Sharma noted that the confectionery industry, particularly in the sugar segment excluding chocolates, relies heavily on impulse purchases. “The industry doesn’t set trends; it follows them with a lag,” he explained. Although there were pressures in the last year, the GST reforms announced in September have revitalized the sector. The company reported a strong growth rate of high double digits in the past six months, attributing this to the reduction of the GST rate to 5% on candies and gums, which has positively affected cost structures and allowed for further innovations.
Regarding innovation, Sharma expressed optimism for new product launches at higher price points, specifically in the jellies segment, which is expanding globally, while the Indian market is just beginning to embrace it. “We’re at the forefront of innovation with a high share in that area,” he stated. While the company still offers products at ₹1, the premiumisation effort is gaining momentum, with the ₹5 and above price point now accounting for 30% of their portfolio. Perfetti aims to increase the availability of its premium products in more than the current half a million outlets where they are available.
Sharma shared ambitious revenue targets, citing a goal of reaching a turnover of ₹4,000 crore this year and aiming to double it in four years, a target he considers feasible given the company’s resources and capabilities. He emphasized Perfetti’s adeptness at managing cost pressures, especially due to their wide array of products, including those sold at ₹1.
Looking ahead, he acknowledged the challenges posed by rising packaging costs but indicated a focus on capitalizing on consumption trends. “We want to ride this wave and maintain our pricing strategy in the near term,” he remarked, while also noting potential impacts on profitability due to external pressures, though he remained hopeful that easing geopolitical tensions may improve the situation.
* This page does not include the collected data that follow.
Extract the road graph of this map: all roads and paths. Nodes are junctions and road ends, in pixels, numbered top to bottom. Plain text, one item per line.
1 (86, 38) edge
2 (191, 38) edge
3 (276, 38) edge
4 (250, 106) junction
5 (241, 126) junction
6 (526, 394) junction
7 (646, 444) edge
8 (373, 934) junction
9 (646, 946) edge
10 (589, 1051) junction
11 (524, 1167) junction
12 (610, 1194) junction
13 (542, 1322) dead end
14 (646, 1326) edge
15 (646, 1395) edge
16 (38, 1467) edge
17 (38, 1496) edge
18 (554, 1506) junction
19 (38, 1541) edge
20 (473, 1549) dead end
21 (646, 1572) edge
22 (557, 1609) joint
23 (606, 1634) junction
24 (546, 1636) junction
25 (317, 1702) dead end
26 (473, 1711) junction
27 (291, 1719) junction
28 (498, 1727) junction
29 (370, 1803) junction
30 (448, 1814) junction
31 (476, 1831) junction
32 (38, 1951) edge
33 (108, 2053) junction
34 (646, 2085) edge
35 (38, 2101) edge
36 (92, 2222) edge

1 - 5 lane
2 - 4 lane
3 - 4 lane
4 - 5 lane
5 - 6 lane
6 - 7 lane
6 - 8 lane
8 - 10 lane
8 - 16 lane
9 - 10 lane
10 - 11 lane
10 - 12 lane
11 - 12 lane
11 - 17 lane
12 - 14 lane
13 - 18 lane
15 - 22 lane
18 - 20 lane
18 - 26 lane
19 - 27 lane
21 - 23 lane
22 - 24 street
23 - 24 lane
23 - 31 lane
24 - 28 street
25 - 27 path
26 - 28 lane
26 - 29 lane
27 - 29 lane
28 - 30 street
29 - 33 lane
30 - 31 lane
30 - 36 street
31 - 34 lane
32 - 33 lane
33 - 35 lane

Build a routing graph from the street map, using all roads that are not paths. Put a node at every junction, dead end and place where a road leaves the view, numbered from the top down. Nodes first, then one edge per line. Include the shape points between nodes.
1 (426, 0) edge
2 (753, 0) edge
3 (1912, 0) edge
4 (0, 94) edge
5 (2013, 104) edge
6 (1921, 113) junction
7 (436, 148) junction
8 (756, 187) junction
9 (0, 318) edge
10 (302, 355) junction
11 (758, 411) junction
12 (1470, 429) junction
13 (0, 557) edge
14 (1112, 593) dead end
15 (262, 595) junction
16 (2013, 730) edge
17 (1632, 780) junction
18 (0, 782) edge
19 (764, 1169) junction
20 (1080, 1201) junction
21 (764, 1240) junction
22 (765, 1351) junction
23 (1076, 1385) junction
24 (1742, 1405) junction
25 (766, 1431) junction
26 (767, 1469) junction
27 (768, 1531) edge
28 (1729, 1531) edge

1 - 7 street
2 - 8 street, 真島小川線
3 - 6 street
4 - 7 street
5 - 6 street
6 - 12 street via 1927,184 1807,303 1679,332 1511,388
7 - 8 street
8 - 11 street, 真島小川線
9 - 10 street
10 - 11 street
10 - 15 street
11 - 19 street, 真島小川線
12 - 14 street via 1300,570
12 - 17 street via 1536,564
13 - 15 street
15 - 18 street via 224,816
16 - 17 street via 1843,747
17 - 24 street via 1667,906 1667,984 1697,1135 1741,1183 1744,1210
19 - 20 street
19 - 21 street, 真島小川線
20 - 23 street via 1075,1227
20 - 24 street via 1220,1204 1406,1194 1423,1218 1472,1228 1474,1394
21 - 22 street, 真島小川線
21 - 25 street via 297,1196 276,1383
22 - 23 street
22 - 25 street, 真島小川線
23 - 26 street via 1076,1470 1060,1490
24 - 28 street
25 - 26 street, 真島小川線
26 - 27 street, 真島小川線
When discussing the performance of key brands, Sharma highlighted the success of global brands like Chupa Chups, Mentos, and Alpenliebe, alongside homegrown brands like Center Fresh, Center Fruit, and Happydent. He remarked on the company’s ongoing challenges with capacity for Happydent, emphasizing the strong growth potential of Mentos and Chupa Chups, which the company is eager to leverage. “We have a strong set of brands doing exceptionally well,” he concluded, underscoring their commitment to innovation and growth.